Question

The number of 5 letter words formed using letters of word "CALCULUS" is
(A) 280
(B) 15
(C) 1110
(D) 56

Answer 1

Hint: According to the given statement it is clear that the problem is based on general permutation and combination. Here, we are using the basic formulas to calculate the number of ways, 2 same and 3 different letters, and 2 same, 2 same, and 1 different letter. Then by adding all the calculations, we can easily calculate the number of 5 letter words using the word CALCULUS.

Formula used:
Here, we use the formula of combination that is \[^n{C_r} = \dfrac{{n!}}{{r!\left( {n - r} \right)!}}\]

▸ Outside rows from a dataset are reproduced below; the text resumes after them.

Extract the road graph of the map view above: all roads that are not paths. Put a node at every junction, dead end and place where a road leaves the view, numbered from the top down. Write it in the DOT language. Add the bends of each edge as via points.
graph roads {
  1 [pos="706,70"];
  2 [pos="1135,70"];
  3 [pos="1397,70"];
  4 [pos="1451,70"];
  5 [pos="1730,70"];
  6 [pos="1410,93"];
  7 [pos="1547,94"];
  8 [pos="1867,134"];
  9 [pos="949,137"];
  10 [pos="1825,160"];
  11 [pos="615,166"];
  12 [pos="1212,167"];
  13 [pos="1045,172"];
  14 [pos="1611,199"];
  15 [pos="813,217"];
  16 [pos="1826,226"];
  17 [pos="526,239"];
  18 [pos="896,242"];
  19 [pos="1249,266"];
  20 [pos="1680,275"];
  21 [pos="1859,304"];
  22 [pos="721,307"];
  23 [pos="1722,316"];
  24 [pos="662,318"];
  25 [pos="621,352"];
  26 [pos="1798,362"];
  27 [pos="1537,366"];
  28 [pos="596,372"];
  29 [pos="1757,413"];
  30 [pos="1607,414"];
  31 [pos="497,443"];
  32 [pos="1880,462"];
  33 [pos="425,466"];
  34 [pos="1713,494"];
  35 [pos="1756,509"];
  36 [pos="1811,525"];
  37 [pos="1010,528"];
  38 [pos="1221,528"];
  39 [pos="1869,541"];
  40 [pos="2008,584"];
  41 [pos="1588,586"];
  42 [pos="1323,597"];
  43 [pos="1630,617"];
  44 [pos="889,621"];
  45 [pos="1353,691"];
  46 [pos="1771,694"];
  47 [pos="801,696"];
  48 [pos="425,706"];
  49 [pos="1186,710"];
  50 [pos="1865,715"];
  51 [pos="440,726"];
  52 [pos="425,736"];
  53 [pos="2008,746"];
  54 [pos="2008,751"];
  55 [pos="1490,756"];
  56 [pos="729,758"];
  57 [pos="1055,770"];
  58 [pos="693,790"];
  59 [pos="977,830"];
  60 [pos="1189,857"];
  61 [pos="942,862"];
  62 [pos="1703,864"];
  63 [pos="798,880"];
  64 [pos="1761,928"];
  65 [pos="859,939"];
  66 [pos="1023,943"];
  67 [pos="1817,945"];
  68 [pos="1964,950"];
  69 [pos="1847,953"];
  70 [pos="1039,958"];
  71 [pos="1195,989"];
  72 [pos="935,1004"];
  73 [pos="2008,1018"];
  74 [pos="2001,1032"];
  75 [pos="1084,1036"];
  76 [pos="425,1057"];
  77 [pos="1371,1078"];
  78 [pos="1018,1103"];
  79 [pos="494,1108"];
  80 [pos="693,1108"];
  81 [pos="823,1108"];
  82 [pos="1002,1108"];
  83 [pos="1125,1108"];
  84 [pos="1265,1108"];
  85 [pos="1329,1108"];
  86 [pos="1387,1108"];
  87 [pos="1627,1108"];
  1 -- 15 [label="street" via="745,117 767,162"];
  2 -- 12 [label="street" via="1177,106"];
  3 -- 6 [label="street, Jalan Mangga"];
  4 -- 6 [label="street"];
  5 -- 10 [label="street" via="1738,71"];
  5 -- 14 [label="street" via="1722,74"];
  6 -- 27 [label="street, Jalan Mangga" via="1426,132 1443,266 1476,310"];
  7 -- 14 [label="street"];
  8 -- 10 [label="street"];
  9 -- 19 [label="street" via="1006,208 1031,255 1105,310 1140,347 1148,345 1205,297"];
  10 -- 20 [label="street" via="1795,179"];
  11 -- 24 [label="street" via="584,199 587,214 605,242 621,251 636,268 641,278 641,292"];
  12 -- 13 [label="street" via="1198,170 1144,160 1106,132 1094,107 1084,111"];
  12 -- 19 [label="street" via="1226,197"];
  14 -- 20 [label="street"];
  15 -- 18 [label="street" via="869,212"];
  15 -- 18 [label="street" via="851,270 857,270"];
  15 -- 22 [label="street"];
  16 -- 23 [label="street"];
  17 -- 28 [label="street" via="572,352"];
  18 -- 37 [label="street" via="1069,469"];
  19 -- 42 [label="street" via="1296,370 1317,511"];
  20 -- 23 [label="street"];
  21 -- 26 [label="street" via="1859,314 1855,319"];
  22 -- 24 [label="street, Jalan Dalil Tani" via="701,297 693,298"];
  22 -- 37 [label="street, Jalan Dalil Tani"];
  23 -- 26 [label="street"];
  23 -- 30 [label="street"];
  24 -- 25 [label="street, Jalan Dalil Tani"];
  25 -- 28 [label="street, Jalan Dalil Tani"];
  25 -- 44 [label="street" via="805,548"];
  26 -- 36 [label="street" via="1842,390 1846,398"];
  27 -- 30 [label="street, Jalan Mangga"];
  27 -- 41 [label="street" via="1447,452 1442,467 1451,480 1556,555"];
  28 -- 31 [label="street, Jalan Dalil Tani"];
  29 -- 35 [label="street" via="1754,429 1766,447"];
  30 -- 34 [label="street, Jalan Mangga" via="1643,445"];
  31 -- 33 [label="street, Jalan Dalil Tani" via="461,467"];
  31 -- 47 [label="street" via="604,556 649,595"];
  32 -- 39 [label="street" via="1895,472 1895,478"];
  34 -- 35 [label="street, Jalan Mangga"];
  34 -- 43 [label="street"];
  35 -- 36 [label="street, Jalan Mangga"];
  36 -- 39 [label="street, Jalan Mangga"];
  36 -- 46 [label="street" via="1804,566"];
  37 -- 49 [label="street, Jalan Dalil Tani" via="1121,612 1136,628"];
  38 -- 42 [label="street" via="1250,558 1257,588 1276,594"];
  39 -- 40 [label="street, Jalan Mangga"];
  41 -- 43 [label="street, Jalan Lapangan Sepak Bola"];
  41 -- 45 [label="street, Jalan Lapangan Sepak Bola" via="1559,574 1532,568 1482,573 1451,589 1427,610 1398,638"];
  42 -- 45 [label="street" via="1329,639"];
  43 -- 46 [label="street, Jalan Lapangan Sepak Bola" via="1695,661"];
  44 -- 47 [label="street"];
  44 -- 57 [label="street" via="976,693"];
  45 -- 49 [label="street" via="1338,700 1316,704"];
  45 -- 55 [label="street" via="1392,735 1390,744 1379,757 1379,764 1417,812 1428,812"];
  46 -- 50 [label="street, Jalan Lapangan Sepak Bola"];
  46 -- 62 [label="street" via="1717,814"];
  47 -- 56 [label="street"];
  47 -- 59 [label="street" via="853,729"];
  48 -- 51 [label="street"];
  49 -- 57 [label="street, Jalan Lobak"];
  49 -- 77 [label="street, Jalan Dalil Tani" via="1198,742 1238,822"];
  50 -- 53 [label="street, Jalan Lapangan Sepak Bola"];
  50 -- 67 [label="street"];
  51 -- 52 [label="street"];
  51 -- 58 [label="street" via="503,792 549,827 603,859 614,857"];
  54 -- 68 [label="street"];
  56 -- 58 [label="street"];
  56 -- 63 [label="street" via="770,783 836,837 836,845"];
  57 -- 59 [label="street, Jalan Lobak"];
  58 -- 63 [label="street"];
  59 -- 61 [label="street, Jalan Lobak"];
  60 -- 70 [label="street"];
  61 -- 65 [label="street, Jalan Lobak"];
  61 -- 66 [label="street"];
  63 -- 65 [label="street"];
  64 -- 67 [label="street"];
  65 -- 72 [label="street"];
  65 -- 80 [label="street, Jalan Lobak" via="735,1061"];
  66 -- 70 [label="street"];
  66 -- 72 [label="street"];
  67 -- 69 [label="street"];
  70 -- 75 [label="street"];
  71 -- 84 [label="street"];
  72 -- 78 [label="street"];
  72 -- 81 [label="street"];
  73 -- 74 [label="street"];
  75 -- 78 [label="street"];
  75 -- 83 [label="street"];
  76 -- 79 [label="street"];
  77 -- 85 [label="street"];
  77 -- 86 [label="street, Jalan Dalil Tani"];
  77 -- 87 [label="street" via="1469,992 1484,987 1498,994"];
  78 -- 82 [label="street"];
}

Complete step-by-step answer:
As there are 8 letters in the word CALCULUS.
In which the letters are, C (2 times), L (2 times), U (2 times), A and S.
Here we are taking 5 different words that are CLUAS which means all 5 get selected and their arrangements.
Therefore, we get \[^5{C_2} \times 5!\]
Opening \[^5{C_2}\] using the formula \[^n{C_r} = \dfrac{{n!}}{{r!\left( {n - r} \right)!}}\] .As we can see n is 5 and r is 2.
So we will substitute in the formula to get,
\[ \Rightarrow \dfrac{{5!}}{{2!\left( {5 - 2} \right)!}} \times 5!\]
\[ \Rightarrow \dfrac{{5!}}{{2!\left( 3 \right)!}} \times 5!\]
On opening and cancelling the factorials we get,
 \[ \Rightarrow \dfrac{{5!}}{{2!\left( 3 \right)!}} \times 3! \times 2!\] which is equal to \[5! = 5 \times 4 \times 3 \times 2 \times 1 = 120\]
Therefore, total number of ways = 120
Now we will select 2 same and 3 different words. For example: CC LUA that is from 3 same pairs we choose out 1 pair and from 4 different words we choose 3 combinations and their arrangements too.
Therefore, we get \[^3{C_1}{ \times ^4}{C_3} \times \dfrac{{5!}}{{2!}}\]
By using the above formula of combination.
\[ \Rightarrow \dfrac{{3!}}{{1!\left( {3 - 1} \right)!}} \times \dfrac{{4!}}{{3!\left( {4 - 3} \right)!}} \times \dfrac{{5!}}{{2!}}\]
We can further solve it by cancelling and opening the factorials.
\[ \Rightarrow 720\]
Now we will select 2 same, 2 same and 1 different words. For example: CC LL U that is from 3 same pairs we choose out 2 pairs and from 3 different words we choose 1 combination and their arrangements too.
Therefore, we get \[^3{C_2}{ \times ^3}{C_1} \times \dfrac{{5!}}{{2!2!}}\]
By using the above formula of combination.
\[ \Rightarrow \dfrac{{3!}}{{2!\left( {3 - 2} \right)!}} \times \dfrac{{3!}}{{1!\left( {3 - 1} \right)!}} \times \dfrac{{5!}}{{2!2!}}\]
We can further solve it by cancelling and opening the factorials.
\[ \Rightarrow 270\]
Hence, total words formed by using the letters of word CALCULUS is \[120 + 720 + 270\]
We get, \[1110\] words
So, option (C) \[1110\] is correct.

Note: To solve these types of questions, we need to find the letters which are repeating in the given word. As we know the letters are repeated twice in the given questions so do not forget to divide with \[2!\] .